MATERIAL PROVIDED:
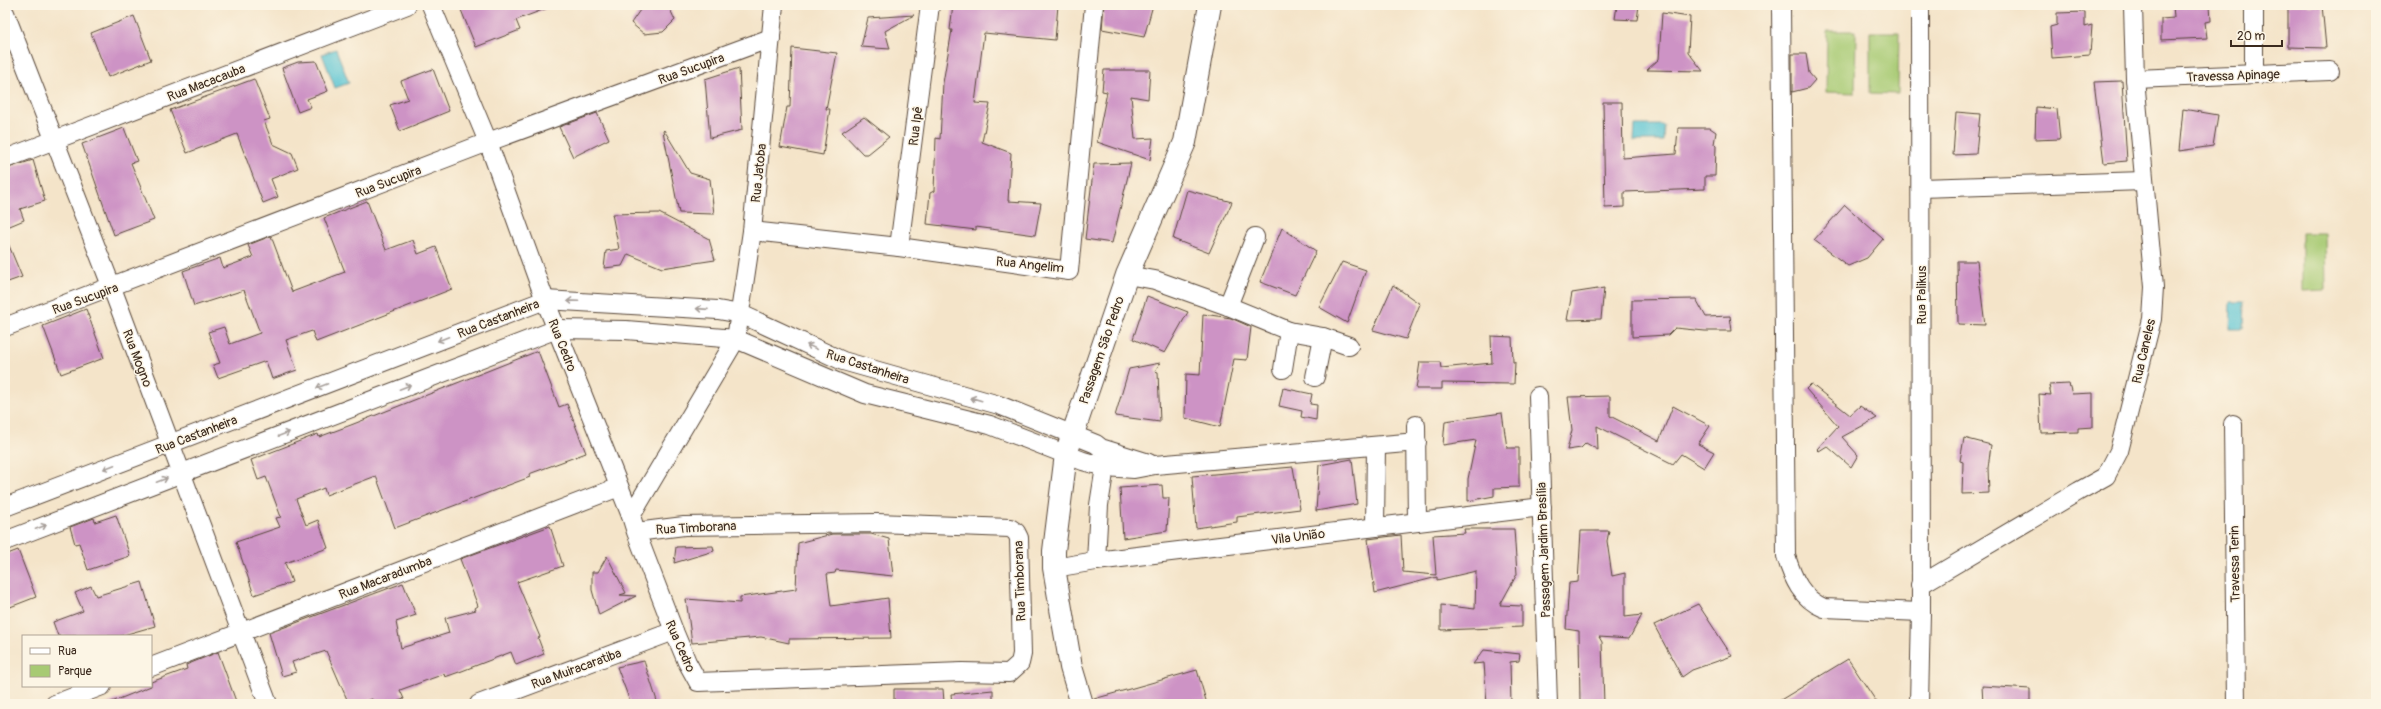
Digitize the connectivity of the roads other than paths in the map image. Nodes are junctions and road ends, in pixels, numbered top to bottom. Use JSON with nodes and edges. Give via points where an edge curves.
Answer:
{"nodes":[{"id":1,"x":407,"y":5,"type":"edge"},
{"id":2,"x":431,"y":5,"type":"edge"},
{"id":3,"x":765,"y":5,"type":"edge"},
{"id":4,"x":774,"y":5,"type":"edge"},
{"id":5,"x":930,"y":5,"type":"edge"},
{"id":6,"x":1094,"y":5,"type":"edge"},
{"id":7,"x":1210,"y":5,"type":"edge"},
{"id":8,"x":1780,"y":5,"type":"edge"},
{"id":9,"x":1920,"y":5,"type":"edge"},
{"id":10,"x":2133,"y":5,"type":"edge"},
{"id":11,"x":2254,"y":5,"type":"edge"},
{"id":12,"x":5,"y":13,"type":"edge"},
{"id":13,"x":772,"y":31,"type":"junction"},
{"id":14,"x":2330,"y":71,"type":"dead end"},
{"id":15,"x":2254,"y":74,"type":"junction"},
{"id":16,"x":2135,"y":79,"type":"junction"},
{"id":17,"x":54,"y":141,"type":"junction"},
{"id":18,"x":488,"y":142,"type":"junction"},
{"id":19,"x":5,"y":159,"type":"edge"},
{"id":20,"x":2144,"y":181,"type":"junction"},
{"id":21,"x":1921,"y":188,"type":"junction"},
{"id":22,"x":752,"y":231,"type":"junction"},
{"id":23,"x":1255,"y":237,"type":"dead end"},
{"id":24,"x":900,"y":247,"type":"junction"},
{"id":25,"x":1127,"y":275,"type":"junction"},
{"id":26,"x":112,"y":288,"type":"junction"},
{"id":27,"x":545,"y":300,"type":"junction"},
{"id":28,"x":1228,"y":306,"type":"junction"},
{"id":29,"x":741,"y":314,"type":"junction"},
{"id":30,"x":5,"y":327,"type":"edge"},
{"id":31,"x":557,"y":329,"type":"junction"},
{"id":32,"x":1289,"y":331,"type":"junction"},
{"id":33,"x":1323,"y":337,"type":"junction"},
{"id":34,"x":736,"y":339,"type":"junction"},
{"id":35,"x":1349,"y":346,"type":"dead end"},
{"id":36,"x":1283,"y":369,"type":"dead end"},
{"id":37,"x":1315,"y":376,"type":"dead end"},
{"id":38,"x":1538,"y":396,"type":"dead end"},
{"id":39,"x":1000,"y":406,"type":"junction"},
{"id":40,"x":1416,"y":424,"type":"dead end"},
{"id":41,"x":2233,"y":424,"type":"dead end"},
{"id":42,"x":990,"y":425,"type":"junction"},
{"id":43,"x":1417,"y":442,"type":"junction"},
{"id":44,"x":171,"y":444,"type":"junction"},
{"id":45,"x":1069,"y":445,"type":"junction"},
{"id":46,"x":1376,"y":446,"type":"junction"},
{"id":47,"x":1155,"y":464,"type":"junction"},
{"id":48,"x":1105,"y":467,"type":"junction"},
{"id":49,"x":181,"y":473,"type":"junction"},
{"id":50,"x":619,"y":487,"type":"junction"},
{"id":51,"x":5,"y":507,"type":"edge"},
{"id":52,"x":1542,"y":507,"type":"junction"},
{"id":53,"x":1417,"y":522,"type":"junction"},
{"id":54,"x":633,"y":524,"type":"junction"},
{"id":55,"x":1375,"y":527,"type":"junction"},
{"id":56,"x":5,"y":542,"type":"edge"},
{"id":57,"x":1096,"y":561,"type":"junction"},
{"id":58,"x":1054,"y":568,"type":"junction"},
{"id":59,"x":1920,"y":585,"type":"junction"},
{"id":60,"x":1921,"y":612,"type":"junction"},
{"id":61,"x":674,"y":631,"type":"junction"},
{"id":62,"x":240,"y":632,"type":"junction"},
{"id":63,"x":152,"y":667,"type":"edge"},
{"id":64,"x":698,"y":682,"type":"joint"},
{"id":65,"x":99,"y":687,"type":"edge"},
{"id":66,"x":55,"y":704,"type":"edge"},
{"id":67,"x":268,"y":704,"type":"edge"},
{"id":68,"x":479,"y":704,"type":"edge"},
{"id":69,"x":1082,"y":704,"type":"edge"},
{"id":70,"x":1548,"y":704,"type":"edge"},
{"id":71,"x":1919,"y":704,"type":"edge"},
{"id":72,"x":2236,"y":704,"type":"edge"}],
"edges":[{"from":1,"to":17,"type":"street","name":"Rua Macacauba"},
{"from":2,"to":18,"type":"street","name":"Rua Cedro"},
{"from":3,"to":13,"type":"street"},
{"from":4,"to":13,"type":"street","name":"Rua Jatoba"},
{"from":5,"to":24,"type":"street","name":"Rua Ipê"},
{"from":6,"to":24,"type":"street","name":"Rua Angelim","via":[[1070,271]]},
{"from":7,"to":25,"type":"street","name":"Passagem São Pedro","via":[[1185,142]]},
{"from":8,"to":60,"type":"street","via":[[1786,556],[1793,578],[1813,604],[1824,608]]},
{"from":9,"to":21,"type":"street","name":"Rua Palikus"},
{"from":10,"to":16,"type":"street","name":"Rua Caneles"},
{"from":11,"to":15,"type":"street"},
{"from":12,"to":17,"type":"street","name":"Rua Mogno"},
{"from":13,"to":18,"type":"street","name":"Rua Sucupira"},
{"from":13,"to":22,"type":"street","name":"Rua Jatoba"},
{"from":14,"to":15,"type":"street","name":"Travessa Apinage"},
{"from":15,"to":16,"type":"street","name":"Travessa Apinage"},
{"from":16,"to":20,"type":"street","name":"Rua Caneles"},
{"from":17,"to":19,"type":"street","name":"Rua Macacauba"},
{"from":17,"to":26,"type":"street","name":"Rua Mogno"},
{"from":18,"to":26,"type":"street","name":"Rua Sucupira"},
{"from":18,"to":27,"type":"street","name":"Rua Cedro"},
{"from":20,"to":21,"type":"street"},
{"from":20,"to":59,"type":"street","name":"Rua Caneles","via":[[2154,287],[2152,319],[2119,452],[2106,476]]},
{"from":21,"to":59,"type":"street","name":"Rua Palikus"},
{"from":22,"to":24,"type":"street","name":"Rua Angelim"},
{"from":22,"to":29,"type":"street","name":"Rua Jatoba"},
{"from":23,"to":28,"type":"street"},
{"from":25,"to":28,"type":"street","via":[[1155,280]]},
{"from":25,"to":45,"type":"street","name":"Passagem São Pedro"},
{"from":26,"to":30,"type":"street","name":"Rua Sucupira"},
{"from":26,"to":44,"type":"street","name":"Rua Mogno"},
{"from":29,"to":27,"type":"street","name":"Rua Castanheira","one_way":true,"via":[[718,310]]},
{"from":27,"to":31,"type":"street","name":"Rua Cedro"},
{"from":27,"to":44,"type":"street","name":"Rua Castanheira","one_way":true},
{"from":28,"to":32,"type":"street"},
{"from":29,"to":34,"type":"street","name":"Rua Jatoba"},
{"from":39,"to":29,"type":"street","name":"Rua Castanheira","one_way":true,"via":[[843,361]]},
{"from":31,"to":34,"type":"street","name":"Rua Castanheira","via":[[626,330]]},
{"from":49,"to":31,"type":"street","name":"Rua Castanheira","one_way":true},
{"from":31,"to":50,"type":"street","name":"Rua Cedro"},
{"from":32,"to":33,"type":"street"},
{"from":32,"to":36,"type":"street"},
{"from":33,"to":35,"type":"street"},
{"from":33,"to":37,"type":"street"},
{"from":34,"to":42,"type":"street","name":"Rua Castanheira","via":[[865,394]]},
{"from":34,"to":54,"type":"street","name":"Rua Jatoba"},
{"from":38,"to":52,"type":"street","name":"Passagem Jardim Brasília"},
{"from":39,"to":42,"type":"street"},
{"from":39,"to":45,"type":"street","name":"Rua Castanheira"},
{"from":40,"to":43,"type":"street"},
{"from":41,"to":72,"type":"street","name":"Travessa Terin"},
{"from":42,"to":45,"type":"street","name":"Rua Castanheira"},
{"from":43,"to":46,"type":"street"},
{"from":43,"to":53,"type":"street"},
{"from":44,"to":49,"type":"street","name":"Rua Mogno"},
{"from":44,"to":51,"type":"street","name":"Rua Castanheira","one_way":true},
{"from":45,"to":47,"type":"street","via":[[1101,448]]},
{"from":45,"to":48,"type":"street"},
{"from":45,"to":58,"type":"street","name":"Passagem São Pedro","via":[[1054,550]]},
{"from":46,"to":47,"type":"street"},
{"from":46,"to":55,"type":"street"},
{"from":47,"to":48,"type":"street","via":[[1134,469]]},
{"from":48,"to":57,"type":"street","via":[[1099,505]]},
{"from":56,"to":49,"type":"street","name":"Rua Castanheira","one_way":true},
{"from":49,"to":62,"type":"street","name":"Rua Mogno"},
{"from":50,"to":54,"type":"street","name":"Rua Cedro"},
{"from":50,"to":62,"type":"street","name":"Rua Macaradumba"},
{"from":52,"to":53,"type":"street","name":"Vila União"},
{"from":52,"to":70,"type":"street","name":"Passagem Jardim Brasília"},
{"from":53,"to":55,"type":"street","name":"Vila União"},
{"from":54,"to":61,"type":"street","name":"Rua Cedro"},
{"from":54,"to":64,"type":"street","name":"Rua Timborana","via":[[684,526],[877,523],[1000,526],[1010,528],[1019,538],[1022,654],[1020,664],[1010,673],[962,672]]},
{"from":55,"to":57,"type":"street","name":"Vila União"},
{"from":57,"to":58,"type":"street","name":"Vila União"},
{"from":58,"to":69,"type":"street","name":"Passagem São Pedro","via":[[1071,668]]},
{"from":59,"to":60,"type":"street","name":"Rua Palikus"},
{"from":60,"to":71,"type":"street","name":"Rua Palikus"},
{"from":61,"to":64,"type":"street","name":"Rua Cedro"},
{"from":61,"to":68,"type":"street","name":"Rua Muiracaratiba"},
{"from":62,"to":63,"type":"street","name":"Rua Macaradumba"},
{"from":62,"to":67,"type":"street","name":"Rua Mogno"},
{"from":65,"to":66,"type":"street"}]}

WHAT IS REQUIRED:
Tally the lines in the records that hold the word "Apinage". Give only the total.

WRITTEN REPLY:
2